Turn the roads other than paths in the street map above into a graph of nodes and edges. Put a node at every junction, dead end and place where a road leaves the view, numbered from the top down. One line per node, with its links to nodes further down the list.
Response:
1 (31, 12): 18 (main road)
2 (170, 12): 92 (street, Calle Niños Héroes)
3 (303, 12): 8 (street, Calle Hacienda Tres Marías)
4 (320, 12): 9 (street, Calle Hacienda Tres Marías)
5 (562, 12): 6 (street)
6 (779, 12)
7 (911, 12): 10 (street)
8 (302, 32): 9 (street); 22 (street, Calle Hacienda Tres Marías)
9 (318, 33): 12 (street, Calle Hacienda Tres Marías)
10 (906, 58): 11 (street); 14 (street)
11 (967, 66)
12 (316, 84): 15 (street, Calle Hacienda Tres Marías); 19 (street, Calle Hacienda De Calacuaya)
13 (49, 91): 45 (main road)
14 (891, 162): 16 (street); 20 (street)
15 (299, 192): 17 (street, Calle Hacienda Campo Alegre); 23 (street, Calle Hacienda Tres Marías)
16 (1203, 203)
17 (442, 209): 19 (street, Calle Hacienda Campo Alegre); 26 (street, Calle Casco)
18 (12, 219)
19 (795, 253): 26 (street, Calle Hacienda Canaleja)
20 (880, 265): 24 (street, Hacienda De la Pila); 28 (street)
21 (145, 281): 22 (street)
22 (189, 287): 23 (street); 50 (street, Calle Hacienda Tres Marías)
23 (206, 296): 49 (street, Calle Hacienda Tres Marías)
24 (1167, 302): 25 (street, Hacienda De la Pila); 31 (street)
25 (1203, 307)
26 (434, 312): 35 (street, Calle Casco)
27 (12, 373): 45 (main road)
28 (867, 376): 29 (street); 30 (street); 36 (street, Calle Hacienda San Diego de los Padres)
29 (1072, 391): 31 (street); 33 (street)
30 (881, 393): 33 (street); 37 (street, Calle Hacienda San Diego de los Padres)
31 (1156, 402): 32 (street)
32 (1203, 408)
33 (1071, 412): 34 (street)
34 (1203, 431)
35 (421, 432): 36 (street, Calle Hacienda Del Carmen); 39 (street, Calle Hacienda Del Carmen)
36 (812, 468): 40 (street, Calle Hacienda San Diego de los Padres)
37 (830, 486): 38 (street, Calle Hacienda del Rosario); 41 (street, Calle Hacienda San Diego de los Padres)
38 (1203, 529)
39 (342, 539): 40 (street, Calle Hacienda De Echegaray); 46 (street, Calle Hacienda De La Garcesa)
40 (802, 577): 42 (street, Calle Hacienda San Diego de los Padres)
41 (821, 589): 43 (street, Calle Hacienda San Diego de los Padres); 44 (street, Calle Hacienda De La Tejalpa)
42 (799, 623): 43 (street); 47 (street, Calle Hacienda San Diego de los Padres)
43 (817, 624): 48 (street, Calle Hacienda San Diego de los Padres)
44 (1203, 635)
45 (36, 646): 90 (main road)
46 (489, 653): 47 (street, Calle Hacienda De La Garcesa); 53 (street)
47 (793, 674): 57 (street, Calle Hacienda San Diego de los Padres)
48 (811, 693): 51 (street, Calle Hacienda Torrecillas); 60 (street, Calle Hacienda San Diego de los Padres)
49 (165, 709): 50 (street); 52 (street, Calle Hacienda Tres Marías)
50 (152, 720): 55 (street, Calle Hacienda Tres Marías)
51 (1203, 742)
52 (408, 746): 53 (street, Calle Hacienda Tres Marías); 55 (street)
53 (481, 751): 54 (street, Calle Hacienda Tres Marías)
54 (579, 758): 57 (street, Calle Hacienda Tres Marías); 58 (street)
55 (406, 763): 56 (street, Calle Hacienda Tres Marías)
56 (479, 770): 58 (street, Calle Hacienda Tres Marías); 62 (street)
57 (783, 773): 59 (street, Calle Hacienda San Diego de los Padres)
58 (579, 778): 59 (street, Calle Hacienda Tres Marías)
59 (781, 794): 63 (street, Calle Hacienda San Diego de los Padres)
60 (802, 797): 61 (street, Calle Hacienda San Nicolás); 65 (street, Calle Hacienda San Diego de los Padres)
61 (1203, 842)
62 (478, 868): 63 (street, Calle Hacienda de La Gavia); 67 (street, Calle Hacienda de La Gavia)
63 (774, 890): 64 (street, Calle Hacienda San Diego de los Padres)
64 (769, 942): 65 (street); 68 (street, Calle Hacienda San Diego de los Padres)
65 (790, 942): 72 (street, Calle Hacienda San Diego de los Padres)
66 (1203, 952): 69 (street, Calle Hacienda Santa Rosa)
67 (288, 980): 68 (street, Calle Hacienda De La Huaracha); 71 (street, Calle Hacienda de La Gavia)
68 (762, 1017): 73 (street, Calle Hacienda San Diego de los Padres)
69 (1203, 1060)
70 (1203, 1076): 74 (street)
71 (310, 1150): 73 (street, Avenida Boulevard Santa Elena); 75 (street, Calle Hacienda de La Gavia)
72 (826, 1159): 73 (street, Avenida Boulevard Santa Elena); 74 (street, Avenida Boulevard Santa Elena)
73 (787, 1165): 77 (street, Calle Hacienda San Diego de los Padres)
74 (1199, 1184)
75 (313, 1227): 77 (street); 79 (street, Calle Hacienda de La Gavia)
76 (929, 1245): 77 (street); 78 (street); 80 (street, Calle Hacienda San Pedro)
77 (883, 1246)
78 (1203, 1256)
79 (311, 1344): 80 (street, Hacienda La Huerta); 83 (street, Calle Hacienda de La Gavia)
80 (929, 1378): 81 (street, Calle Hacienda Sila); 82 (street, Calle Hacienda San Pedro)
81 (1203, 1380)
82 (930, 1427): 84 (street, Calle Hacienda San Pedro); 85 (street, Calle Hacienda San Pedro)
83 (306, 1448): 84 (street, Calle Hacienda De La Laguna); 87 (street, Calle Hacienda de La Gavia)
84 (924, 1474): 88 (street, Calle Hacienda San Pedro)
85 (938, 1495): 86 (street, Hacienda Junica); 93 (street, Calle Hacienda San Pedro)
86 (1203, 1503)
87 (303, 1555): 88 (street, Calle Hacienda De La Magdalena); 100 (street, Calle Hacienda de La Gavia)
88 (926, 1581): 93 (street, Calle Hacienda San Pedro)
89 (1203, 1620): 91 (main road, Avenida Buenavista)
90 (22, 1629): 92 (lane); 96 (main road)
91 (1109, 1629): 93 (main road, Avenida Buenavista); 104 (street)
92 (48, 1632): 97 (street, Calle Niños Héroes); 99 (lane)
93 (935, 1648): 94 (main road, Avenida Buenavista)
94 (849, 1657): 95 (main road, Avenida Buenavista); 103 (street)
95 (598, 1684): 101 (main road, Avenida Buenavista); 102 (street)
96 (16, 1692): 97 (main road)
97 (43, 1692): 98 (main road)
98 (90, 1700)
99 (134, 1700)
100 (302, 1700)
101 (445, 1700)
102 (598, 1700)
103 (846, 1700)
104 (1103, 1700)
##########
§ WHAT TO PRODUCE:
Working from the listing above, give it again word for word.

§ RESPONSE AREA:
Turn the roads other than paths in the street map above into a graph of nodes and edges. Put a node at every junction, dead end and place where a road leaves the view, numbered from the top down. One line per node, with its links to nodes further down the list.
Response:
1 (31, 12): 18 (main road)
2 (170, 12): 92 (street, Calle Niños Héroes)
3 (303, 12): 8 (street, Calle Hacienda Tres Marías)
4 (320, 12): 9 (street, Calle Hacienda Tres Marías)
5 (562, 12): 6 (street)
6 (779, 12)
7 (911, 12): 10 (street)
8 (302, 32): 9 (street); 22 (street, Calle Hacienda Tres Marías)
9 (318, 33): 12 (street, Calle Hacienda Tres Marías)
10 (906, 58): 11 (street); 14 (street)
11 (967, 66)
12 (316, 84): 15 (street, Calle Hacienda Tres Marías); 19 (street, Calle Hacienda De Calacuaya)
13 (49, 91): 45 (main road)
14 (891, 162): 16 (street); 20 (street)
15 (299, 192): 17 (street, Calle Hacienda Campo Alegre); 23 (street, Calle Hacienda Tres Marías)
16 (1203, 203)
17 (442, 209): 19 (street, Calle Hacienda Campo Alegre); 26 (street, Calle Casco)
18 (12, 219)
19 (795, 253): 26 (street, Calle Hacienda Canaleja)
20 (880, 265): 24 (street, Hacienda De la Pila); 28 (street)
21 (145, 281): 22 (street)
22 (189, 287): 23 (street); 50 (street, Calle Hacienda Tres Marías)
23 (206, 296): 49 (street, Calle Hacienda Tres Marías)
24 (1167, 302): 25 (street, Hacienda De la Pila); 31 (street)
25 (1203, 307)
26 (434, 312): 35 (street, Calle Casco)
27 (12, 373): 45 (main road)
28 (867, 376): 29 (street); 30 (street); 36 (street, Calle Hacienda San Diego de los Padres)
29 (1072, 391): 31 (street); 33 (street)
30 (881, 393): 33 (street); 37 (street, Calle Hacienda San Diego de los Padres)
31 (1156, 402): 32 (street)
32 (1203, 408)
33 (1071, 412): 34 (street)
34 (1203, 431)
35 (421, 432): 36 (street, Calle Hacienda Del Carmen); 39 (street, Calle Hacienda Del Carmen)
36 (812, 468): 40 (street, Calle Hacienda San Diego de los Padres)
37 (830, 486): 38 (street, Calle Hacienda del Rosario); 41 (street, Calle Hacienda San Diego de los Padres)
38 (1203, 529)
39 (342, 539): 40 (street, Calle Hacienda De Echegaray); 46 (street, Calle Hacienda De La Garcesa)
40 (802, 577): 42 (street, Calle Hacienda San Diego de los Padres)
41 (821, 589): 43 (street, Calle Hacienda San Diego de los Padres); 44 (street, Calle Hacienda De La Tejalpa)
42 (799, 623): 43 (street); 47 (street, Calle Hacienda San Diego de los Padres)
43 (817, 624): 48 (street, Calle Hacienda San Diego de los Padres)
44 (1203, 635)
45 (36, 646): 90 (main road)
46 (489, 653): 47 (street, Calle Hacienda De La Garcesa); 53 (street)
47 (793, 674): 57 (street, Calle Hacienda San Diego de los Padres)
48 (811, 693): 51 (street, Calle Hacienda Torrecillas); 60 (street, Calle Hacienda San Diego de los Padres)
49 (165, 709): 50 (street); 52 (street, Calle Hacienda Tres Marías)
50 (152, 720): 55 (street, Calle Hacienda Tres Marías)
51 (1203, 742)
52 (408, 746): 53 (street, Calle Hacienda Tres Marías); 55 (street)
53 (481, 751): 54 (street, Calle Hacienda Tres Marías)
54 (579, 758): 57 (street, Calle Hacienda Tres Marías); 58 (street)
55 (406, 763): 56 (street, Calle Hacienda Tres Marías)
56 (479, 770): 58 (street, Calle Hacienda Tres Marías); 62 (street)
57 (783, 773): 59 (street, Calle Hacienda San Diego de los Padres)
58 (579, 778): 59 (street, Calle Hacienda Tres Marías)
59 (781, 794): 63 (street, Calle Hacienda San Diego de los Padres)
60 (802, 797): 61 (street, Calle Hacienda San Nicolás); 65 (street, Calle Hacienda San Diego de los Padres)
61 (1203, 842)
62 (478, 868): 63 (street, Calle Hacienda de La Gavia); 67 (street, Calle Hacienda de La Gavia)
63 (774, 890): 64 (street, Calle Hacienda San Diego de los Padres)
64 (769, 942): 65 (street); 68 (street, Calle Hacienda San Diego de los Padres)
65 (790, 942): 72 (street, Calle Hacienda San Diego de los Padres)
66 (1203, 952): 69 (street, Calle Hacienda Santa Rosa)
67 (288, 980): 68 (street, Calle Hacienda De La Huaracha); 71 (street, Calle Hacienda de La Gavia)
68 (762, 1017): 73 (street, Calle Hacienda San Diego de los Padres)
69 (1203, 1060)
70 (1203, 1076): 74 (street)
71 (310, 1150): 73 (street, Avenida Boulevard Santa Elena); 75 (street, Calle Hacienda de La Gavia)
72 (826, 1159): 73 (street, Avenida Boulevard Santa Elena); 74 (street, Avenida Boulevard Santa Elena)
73 (787, 1165): 77 (street, Calle Hacienda San Diego de los Padres)
74 (1199, 1184)
75 (313, 1227): 77 (street); 79 (street, Calle Hacienda de La Gavia)
76 (929, 1245): 77 (street); 78 (street); 80 (street, Calle Hacienda San Pedro)
77 (883, 1246)
78 (1203, 1256)
79 (311, 1344): 80 (street, Hacienda La Huerta); 83 (street, Calle Hacienda de La Gavia)
80 (929, 1378): 81 (street, Calle Hacienda Sila); 82 (street, Calle Hacienda San Pedro)
81 (1203, 1380)
82 (930, 1427): 84 (street, Calle Hacienda San Pedro); 85 (street, Calle Hacienda San Pedro)
83 (306, 1448): 84 (street, Calle Hacienda De La Laguna); 87 (street, Calle Hacienda de La Gavia)
84 (924, 1474): 88 (street, Calle Hacienda San Pedro)
85 (938, 1495): 86 (street, Hacienda Junica); 93 (street, Calle Hacienda San Pedro)
86 (1203, 1503)
87 (303, 1555): 88 (street, Calle Hacienda De La Magdalena); 100 (street, Calle Hacienda de La Gavia)
88 (926, 1581): 93 (street, Calle Hacienda San Pedro)
89 (1203, 1620): 91 (main road, Avenida Buenavista)
90 (22, 1629): 92 (lane); 96 (main road)
91 (1109, 1629): 93 (main road, Avenida Buenavista); 104 (street)
92 (48, 1632): 97 (street, Calle Niños Héroes); 99 (lane)
93 (935, 1648): 94 (main road, Avenida Buenavista)
94 (849, 1657): 95 (main road, Avenida Buenavista); 103 (street)
95 (598, 1684): 101 (main road, Avenida Buenavista); 102 (street)
96 (16, 1692): 97 (main road)
97 (43, 1692): 98 (main road)
98 (90, 1700)
99 (134, 1700)
100 (302, 1700)
101 (445, 1700)
102 (598, 1700)
103 (846, 1700)
104 (1103, 1700)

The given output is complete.